TASK TO COMPLETE.
Among the entries that follow, find the lines containing the string "main" and copy them.

Stored data entries.
□ □ □ □ □

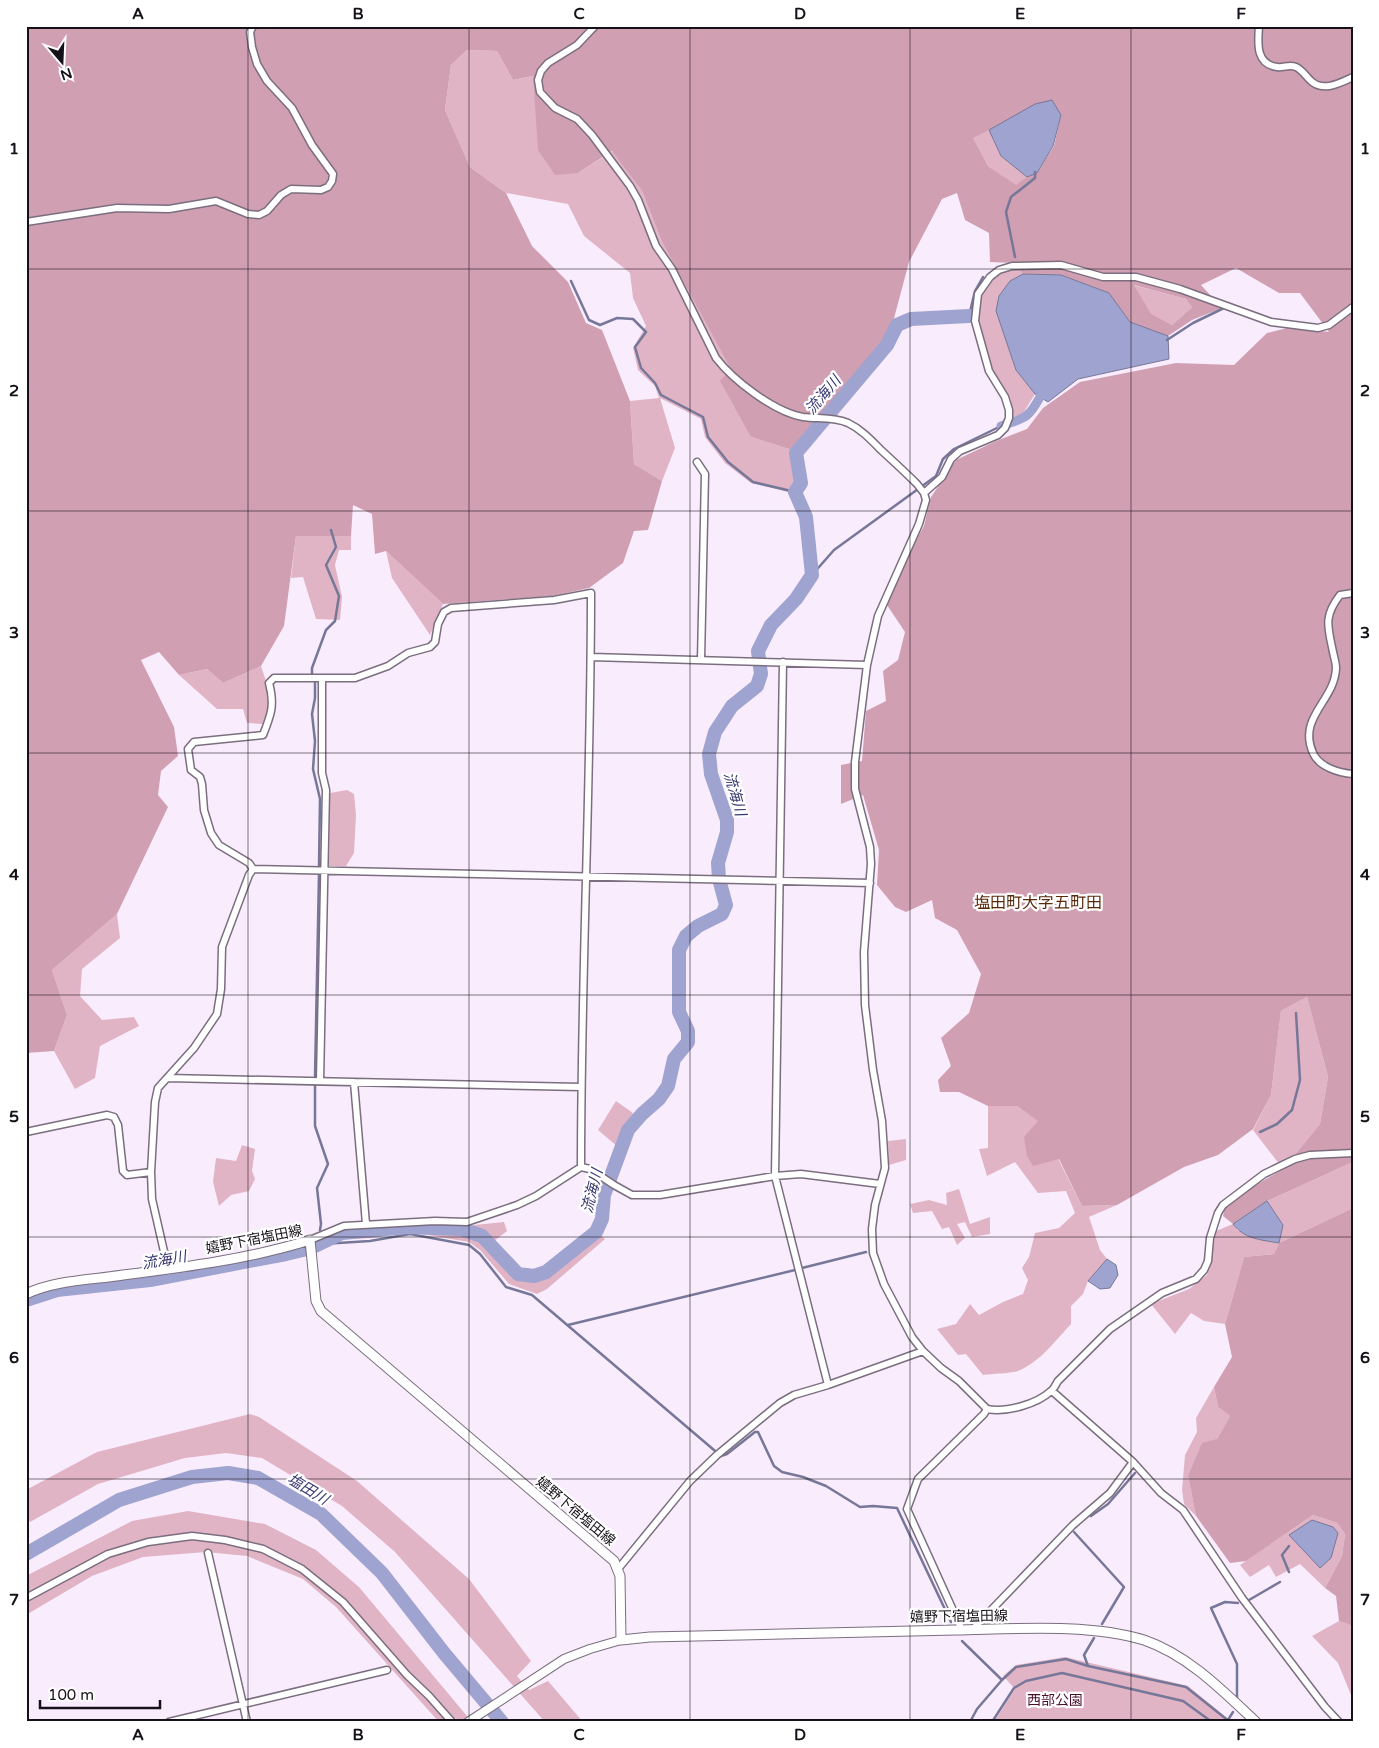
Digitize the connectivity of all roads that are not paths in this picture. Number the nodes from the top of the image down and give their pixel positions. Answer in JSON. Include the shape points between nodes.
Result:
{"nodes":[{"id":1,"x":253,"y":26,"type":"edge"},
{"id":2,"x":595,"y":26,"type":"edge"},
{"id":3,"x":1259,"y":26,"type":"edge"},
{"id":4,"x":1353,"y":77,"type":"edge"},
{"id":5,"x":26,"y":222,"type":"edge"},
{"id":6,"x":1353,"y":307,"type":"edge"},
{"id":7,"x":697,"y":462,"type":"dead end"},
{"id":8,"x":924,"y":493,"type":"junction"},
{"id":9,"x":1353,"y":593,"type":"edge"},
{"id":10,"x":591,"y":657,"type":"junction"},
{"id":11,"x":701,"y":660,"type":"junction"},
{"id":12,"x":783,"y":662,"type":"junction"},
{"id":13,"x":867,"y":665,"type":"junction"},
{"id":14,"x":322,"y":678,"type":"junction"},
{"id":15,"x":1353,"y":774,"type":"edge"},
{"id":16,"x":253,"y":869,"type":"junction"},
{"id":17,"x":325,"y":871,"type":"junction"},
{"id":18,"x":586,"y":877,"type":"junction"},
{"id":19,"x":780,"y":881,"type":"junction"},
{"id":20,"x":870,"y":883,"type":"junction"},
{"id":21,"x":168,"y":1078,"type":"junction"},
{"id":22,"x":320,"y":1081,"type":"junction"},
{"id":23,"x":354,"y":1082,"type":"junction"},
{"id":24,"x":581,"y":1087,"type":"junction"},
{"id":25,"x":26,"y":1132,"type":"edge"},
{"id":26,"x":1353,"y":1153,"type":"edge"},
{"id":27,"x":581,"y":1167,"type":"junction"},
{"id":28,"x":151,"y":1172,"type":"junction"},
{"id":29,"x":775,"y":1176,"type":"junction"},
{"id":30,"x":880,"y":1184,"type":"junction"},
{"id":31,"x":366,"y":1224,"type":"junction"},
{"id":32,"x":310,"y":1240,"type":"junction"},
{"id":33,"x":168,"y":1269,"type":"junction"},
{"id":34,"x":26,"y":1294,"type":"edge"},
{"id":35,"x":923,"y":1351,"type":"junction"},
{"id":36,"x":828,"y":1385,"type":"junction"},
{"id":37,"x":1052,"y":1391,"type":"junction"},
{"id":38,"x":987,"y":1409,"type":"junction"},
{"id":39,"x":1134,"y":1462,"type":"junction"},
{"id":40,"x":208,"y":1552,"type":"dead end"},
{"id":41,"x":618,"y":1569,"type":"junction"},
{"id":42,"x":26,"y":1598,"type":"edge"},
{"id":43,"x":967,"y":1630,"type":"junction"},
{"id":44,"x":621,"y":1640,"type":"junction"},
{"id":45,"x":387,"y":1670,"type":"dead end"},
{"id":46,"x":243,"y":1704,"type":"junction"},
{"id":47,"x":169,"y":1722,"type":"edge"},
{"id":48,"x":247,"y":1722,"type":"edge"},
{"id":49,"x":452,"y":1722,"type":"edge"},
{"id":50,"x":468,"y":1722,"type":"edge"},
{"id":51,"x":1256,"y":1722,"type":"edge"},
{"id":52,"x":1338,"y":1722,"type":"edge"}],
"edges":[{"from":1,"to":5,"type":"street","via":[[250,32],[257,64],[267,81],[292,108],[312,145],[333,174],[328,187],[321,190],[292,189],[259,215],[216,201],[169,209],[117,208]]},
{"from":2,"to":8,"type":"street","via":[[577,45],[540,71],[540,92],[555,108],[577,119],[592,134],[630,186],[656,246],[672,269],[716,358],[741,384],[783,411],[802,417],[833,419],[862,431]]},
{"from":3,"to":4,"type":"street","via":[[1260,55],[1265,62],[1277,67],[1298,67],[1312,83],[1323,86]]},
{"from":6,"to":8,"type":"street","via":[[1329,325],[1318,328],[1271,322],[1180,289],[1136,277],[1103,277],[1061,265],[1012,266],[999,270],[978,294],[975,321],[989,371],[1005,397],[1009,418],[998,435],[960,451],[942,477]]},
{"from":7,"to":11,"type":"street","via":[[705,474]]},
{"from":8,"to":13,"type":"street","via":[[926,500],[919,524],[878,616]]},
{"from":9,"to":15,"type":"street","via":[[1340,595],[1331,606],[1328,617],[1336,667],[1334,680],[1309,728],[1309,740],[1317,760],[1325,766]]},
{"from":10,"to":11,"type":"street"},
{"from":10,"to":14,"type":"street","via":[[591,593],[554,600],[451,608],[444,612],[435,642],[430,647],[408,653],[388,666],[355,678]]},
{"from":10,"to":18,"type":"street"},
{"from":11,"to":12,"type":"street"},
{"from":12,"to":13,"type":"street"},
{"from":12,"to":19,"type":"street"},
{"from":13,"to":20,"type":"street","via":[[854,762],[855,788],[870,847]]},
{"from":14,"to":16,"type":"street","via":[[274,678],[269,683],[273,709],[264,736],[194,742],[188,749],[190,770],[200,777],[202,784],[204,810],[211,834],[219,845],[249,863]]},
{"from":14,"to":17,"type":"street"},
{"from":16,"to":17,"type":"street"},
{"from":16,"to":21,"type":"street","via":[[222,947],[217,1014]]},
{"from":17,"to":18,"type":"street"},
{"from":17,"to":22,"type":"street"},
{"from":18,"to":19,"type":"street"},
{"from":18,"to":24,"type":"street"},
{"from":19,"to":20,"type":"street"},
{"from":19,"to":29,"type":"street"},
{"from":20,"to":30,"type":"street","via":[[864,952],[864,1004],[882,1121],[885,1168]]},
{"from":21,"to":22,"type":"street"},
{"from":21,"to":28,"type":"street","via":[[158,1088],[155,1102]]},
{"from":22,"to":23,"type":"street"},
{"from":23,"to":24,"type":"street"},
{"from":23,"to":31,"type":"street"},
{"from":24,"to":27,"type":"street"},
{"from":25,"to":28,"type":"street","via":[[107,1115],[114,1117],[118,1125],[122,1171],[127,1174]]},
{"from":26,"to":37,"type":"street","via":[[1295,1159],[1264,1174],[1223,1205],[1210,1238],[1208,1261],[1200,1275],[1162,1293],[1110,1329]]},
{"from":27,"to":29,"type":"street","via":[[590,1168],[632,1195],[660,1194]]},
{"from":27,"to":31,"type":"street","via":[[536,1196],[467,1222]]},
{"from":28,"to":33,"type":"street","via":[[152,1199]]},
{"from":29,"to":30,"type":"street","via":[[801,1174]]},
{"from":29,"to":36,"type":"street"},
{"from":30,"to":35,"type":"street","via":[[872,1229],[873,1253],[884,1284]]},
{"from":31,"to":32,"type":"street","via":[[344,1226]]},
{"from":32,"to":33,"type":"main road","name":"嬉野下宿塩田線","via":[[253,1255]]},
{"from":32,"to":41,"type":"main road","name":"嬉野下宿塩田線","via":[[316,1301],[321,1311],[614,1561]]},
{"from":33,"to":34,"type":"main road","name":"嬉野下宿塩田線","via":[[57,1285]]},
{"from":35,"to":36,"type":"street"},
{"from":35,"to":38,"type":"street"},
{"from":36,"to":41,"type":"street","via":[[794,1395],[780,1403],[719,1453],[690,1481]]},
{"from":37,"to":38,"type":"street","via":[[1022,1406]]},
{"from":37,"to":39,"type":"street"},
{"from":38,"to":43,"type":"street","via":[[918,1478],[907,1509]]},
{"from":39,"to":43,"type":"street","via":[[1110,1493]]},
{"from":39,"to":52,"type":"street","via":[[1161,1493],[1183,1510],[1247,1604]]},
{"from":40,"to":46,"type":"street"},
{"from":41,"to":44,"type":"main road"},
{"from":42,"to":49,"type":"street","via":[[108,1554],[148,1542],[192,1536],[263,1549],[302,1569],[343,1602]]},
{"from":43,"to":44,"type":"main road","name":"嬉野下宿塩田線"},
{"from":43,"to":51,"type":"main road","name":"嬉野下宿塩田線","via":[[1102,1631],[1144,1640],[1177,1656]]},
{"from":44,"to":50,"type":"street","via":[[564,1659]]},
{"from":45,"to":46,"type":"street"},
{"from":46,"to":47,"type":"street"},
{"from":46,"to":48,"type":"street"}]}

□ □ □ □ □

THE COMPLETED TASK.
{"from":32,"to":33,"type":"main road","name":"嬉野下宿塩田線","via":[[253,1255]]},
{"from":32,"to":41,"type":"main road","name":"嬉野下宿塩田線","via":[[316,1301],[321,1311],[614,1561]]},
{"from":33,"to":34,"type":"main road","name":"嬉野下宿塩田線","via":[[57,1285]]},
{"from":41,"to":44,"type":"main road"},
{"from":43,"to":44,"type":"main road","name":"嬉野下宿塩田線"},
{"from":43,"to":51,"type":"main road","name":"嬉野下宿塩田線","via":[[1102,1631],[1144,1640],[1177,1656]]},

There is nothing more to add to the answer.